Given the challenges of the ONPG assay, we made the decision to shift our focus towards utilizing reporters that were easier to handle and more reliable. This shift was motivated by our commitment to maintaining very high standards for precision and accuracy in our experiments. Additionally, we sought reporters that were less toxic, mitigating potential safety concerns associated with certain chemical agents.

Here you can see the riboswitch-lacZ assay results summarized in bullet points:

  • Genomic sequence synthesis and assembly were challenging, requiring fragmentation. Initial assembly attempts resulted in missing fragments as detected in sequencing.
  • X-Gal-based reporter assays initially provided binary results but confirmed the basic idea's feasibility.
  • Limitation of X-Gal in providing quantitative measurements led to more sophisticated ONPG-based cell-based experiments.
  • High toxicity of chemicals necessitated fume hood use and precluded plate reader utilization.
  • Difficulty in high-throughput measurements due to fume hood setup and bacterial growth.
  • Skepticism regarding data precision due to slight OD420 decreases during gradient program testing.
  • Experiment results led to rejection of lacZ as reporter for our project.

Objective Four: Testing The Assay in a Cell-Free Environment

For our cell-free assays, we used the biotechrabbit RTS E. coli HY KIT for cell-free protein expression. The experiments were conducted according to the manufacturer's instructions. We tested the 1G and 1N construct. The results show clearly that our test system can detect lithium ions in a cell free system but needs some adjustments regarding the quantification.

Figure 5: Construct 1G in Cell-Free Assay. Response of Riboswitch-sfGFP Construct 1G to 50 mM LiCl compared to an uninduced sample as negative control in a cell-free environment. The figure shows RFU values, the measurement was done with Tecan Spark Plate reader, the settings for the plate reader are in the protocol "sfGFP / mScarlet-I3 Assay". For cell-free protein expression we used the biotechrabbit RTS E. coli HY KIT. The experiments were conducted according to the manufacturer's instructions. 50mM LiCl was added to induce sfGFP expression.

Figure 5 shows that after the addition of 50 mM LiCl, construct 1G produces a high luminescence signal in the cell-free assay. However, in this experiment we did not test how the system responds to different LiCl concentrations which is something that would need to be considered in further experiments.

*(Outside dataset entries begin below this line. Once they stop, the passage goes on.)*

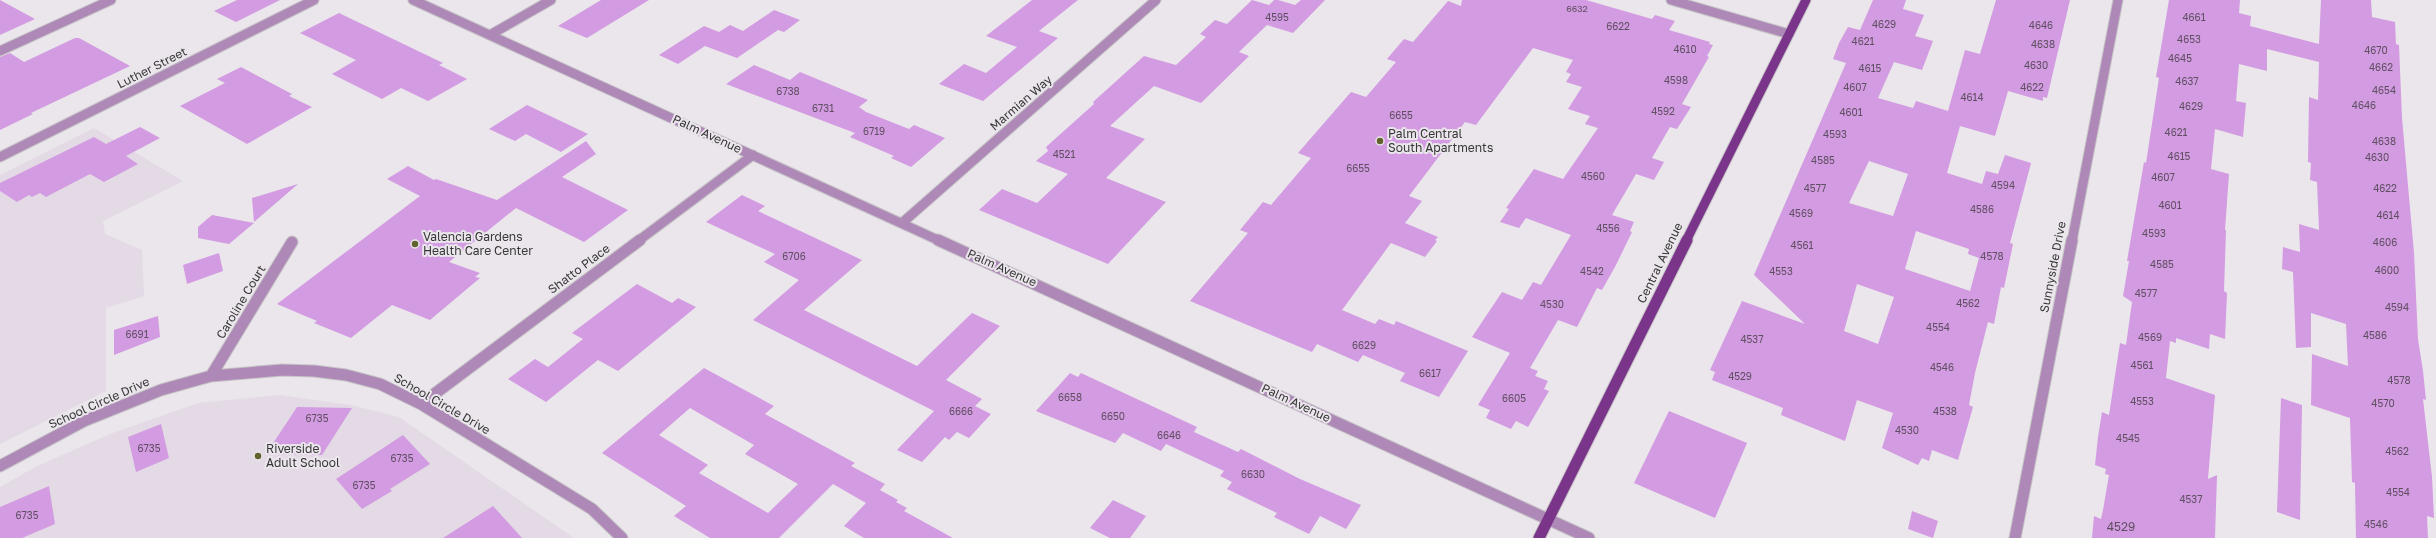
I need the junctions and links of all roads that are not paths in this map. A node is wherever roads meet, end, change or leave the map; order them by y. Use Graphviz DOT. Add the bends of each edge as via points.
graph roads {
  1 [pos="111,0"];
  2 [pos="314,0"];
  3 [pos="413,0"];
  4 [pos="551,0"];
  5 [pos="1156,0"];
  6 [pos="1671,0"];
  7 [pos="1806,0"];
  8 [pos="2118,0"];
  9 [pos="1789,34"];
  10 [pos="490,35"];
  11 [pos="0,51"];
  12 [pos="753,155"];
  13 [pos="0,158"];
  14 [pos="902,223"];
  15 [pos="292,242"];
  16 [pos="211,376"];
  17 [pos="421,404"];
  18 [pos="0,466"];
  19 [pos="1548,519"];
  20 [pos="622,538"];
  21 [pos="1539,538"];
  22 [pos="1590,538"];
  23 [pos="2015,538"];
  1 -- 11 [label="street"];
  2 -- 13 [label="street, Luther Street"];
  3 -- 10 [label="street, Palm Avenue"];
  4 -- 10 [label="street"];
  5 -- 14 [label="street, Marmian Way"];
  6 -- 9 [label="street"];
  7 -- 9 [label="main road, Central Avenue"];
  8 -- 23 [label="street, Sunnyside Drive"];
  9 -- 19 [label="main road, Central Avenue"];
  10 -- 12 [label="street, Palm Avenue"];
  12 -- 14 [label="street, Palm Avenue"];
  12 -- 17 [label="street, Shatto Place"];
  14 -- 19 [label="street, Palm Avenue"];
  15 -- 16 [label="street, Caroline Court"];
  16 -- 17 [label="street, School Circle Drive" via="282,370 346,375 380,384"];
  16 -- 18 [label="street, School Circle Drive" via="161,390 84,421"];
  17 -- 20 [label="street, School Circle Drive" via="592,509"];
  19 -- 21 [label="main road, Central Avenue"];
  19 -- 22 [label="street, Palm Avenue"];
}
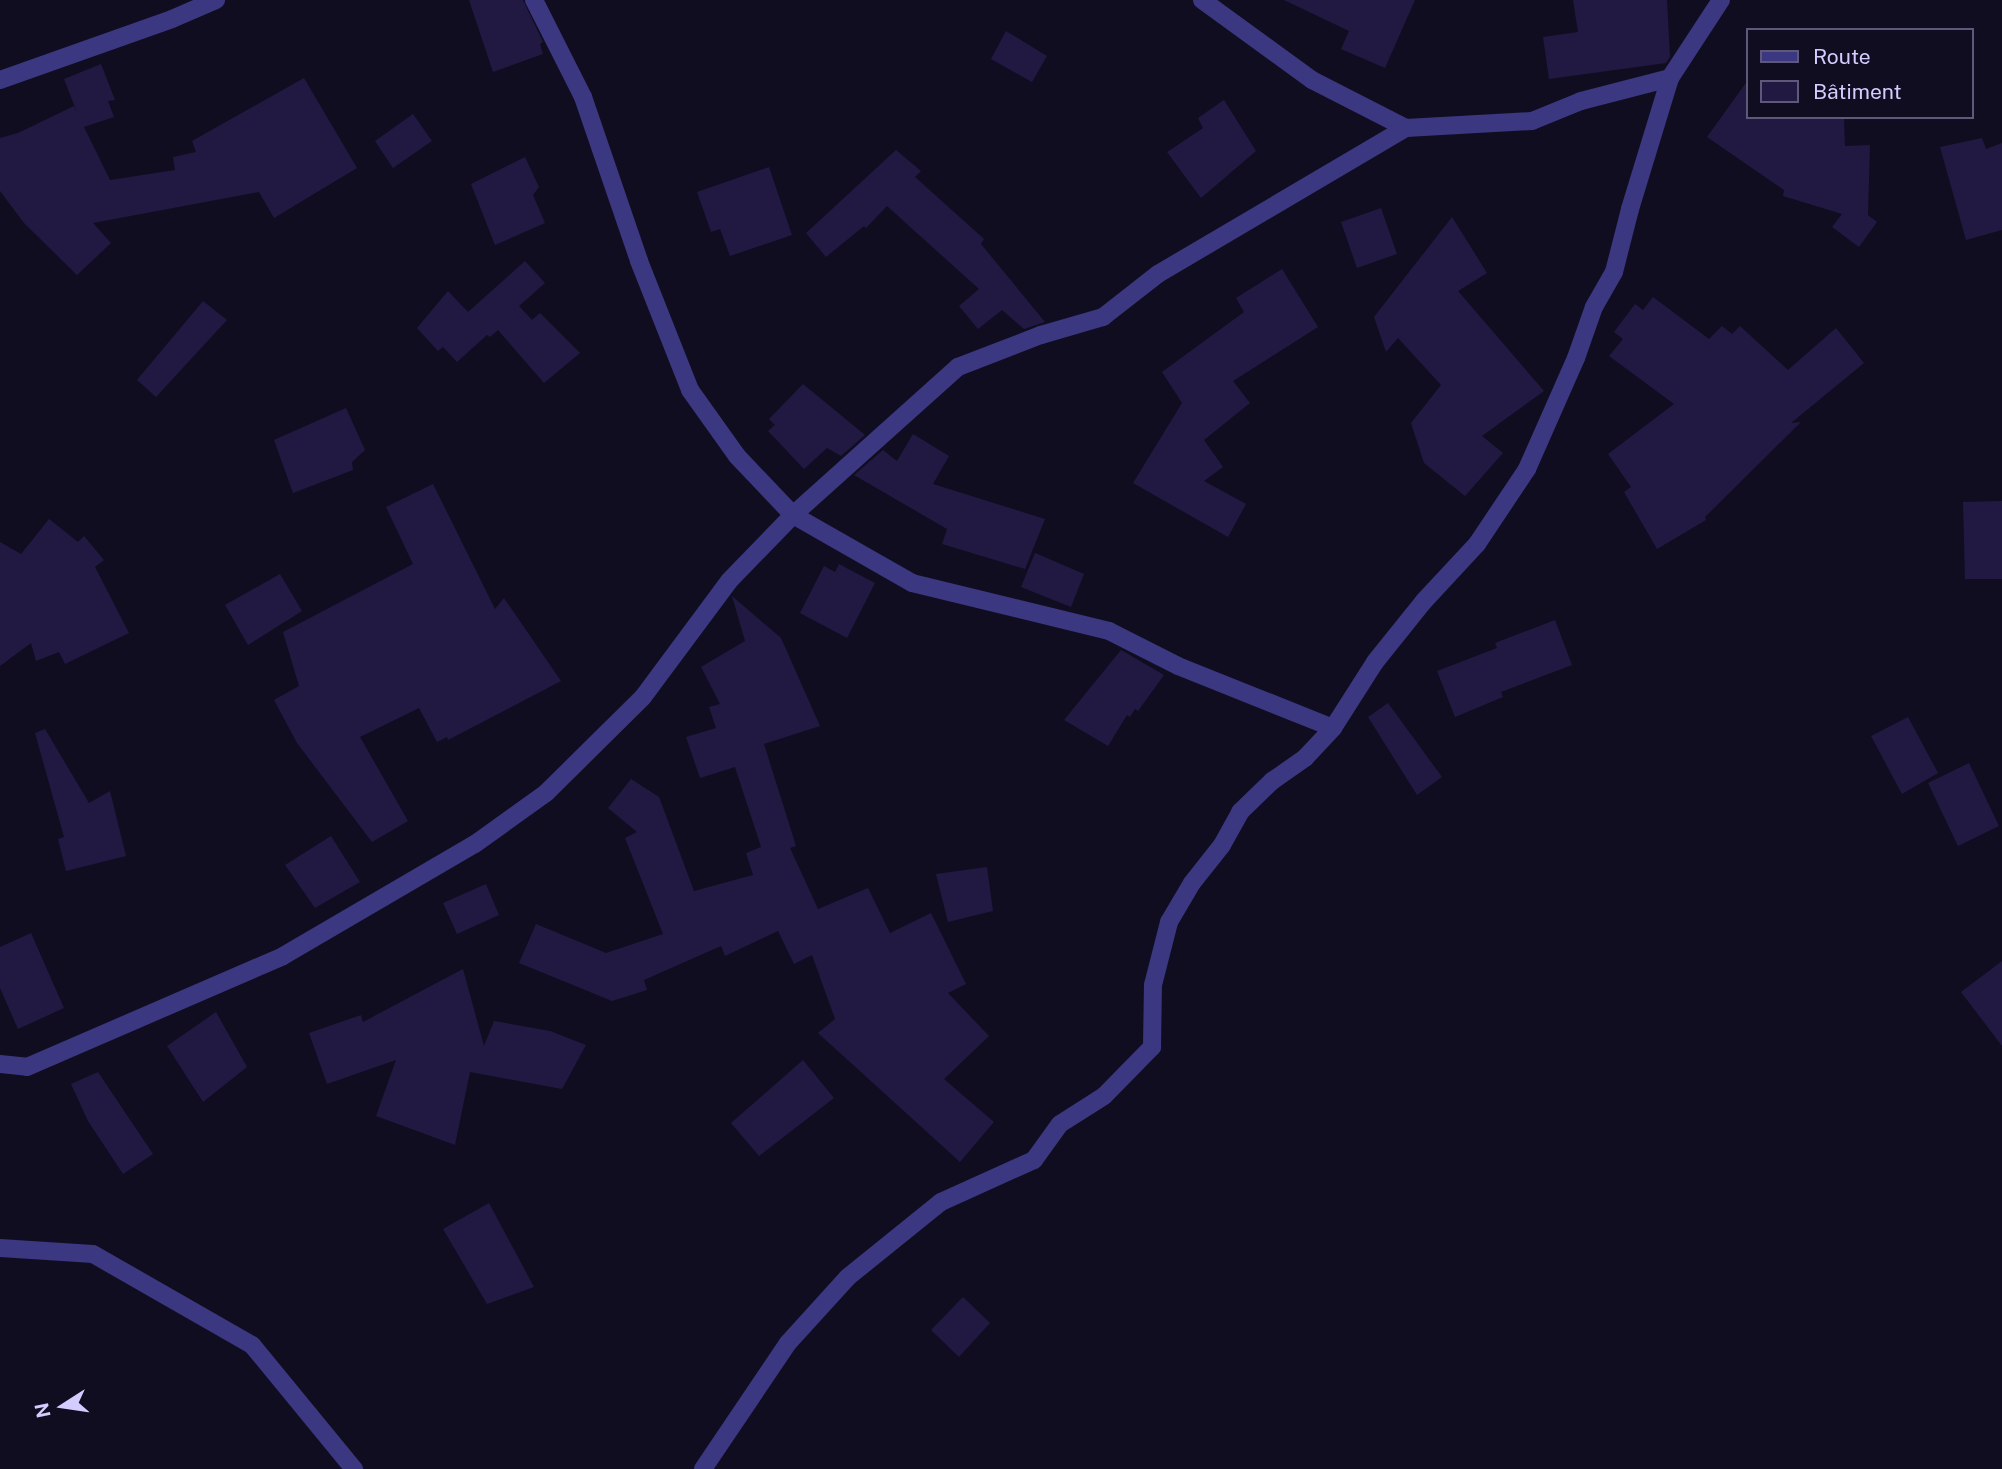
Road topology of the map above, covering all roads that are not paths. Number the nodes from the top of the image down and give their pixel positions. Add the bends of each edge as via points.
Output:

Figure 6: 1N Luminescence Expression in a Cell Free Environment. Response of Riboswitch-NanoLuc Construct 1N to 0.5, 1, 1.5 and 5 mM LiCl compared to 0 mM LiCl as an uninduced sample as negative control in a cell-free environment. The figure shows counts per second values, the measurement was done with Tecan Spark Plate reader, the settings for the plate reader are in the protocol "NanoLuc Assay". For cell-free protein expression we used the biotechrabbit RTS E. coli HY KIT. The experiments were conducted according to the manufacturer's instructions. LiCl was added to induce NanoLuc expression. The obvious increase of signal between 0 mM and the reactions with LiCl show that the construct also works in a cell-free environment. However, it is also clearly visible that the quantification did not work as one would expect the signal to get stronger with a higher LiCl concentration. This led us to the conclusion that we need to repeat the experiment with replicates. The measurements were done 10 minutes after addition of the substrate to the reactions. Measurements were done with a Tecan Spark plate reader.

Figure 6 shows very nicely that the 1N construct shows increased reporter expression in the presence of lithium compared to an uninduced control. However, contrary to expectations the signal decreases with increased LiCl concentration. No replicates were conducted in this experiment, which could be the reason why we did not get reliable results for this experiment. Another explanation could be that due to the higher activity of the reporter under increased LiCl concentrations, the substrate is used up faster which could lead to decreased luminescence.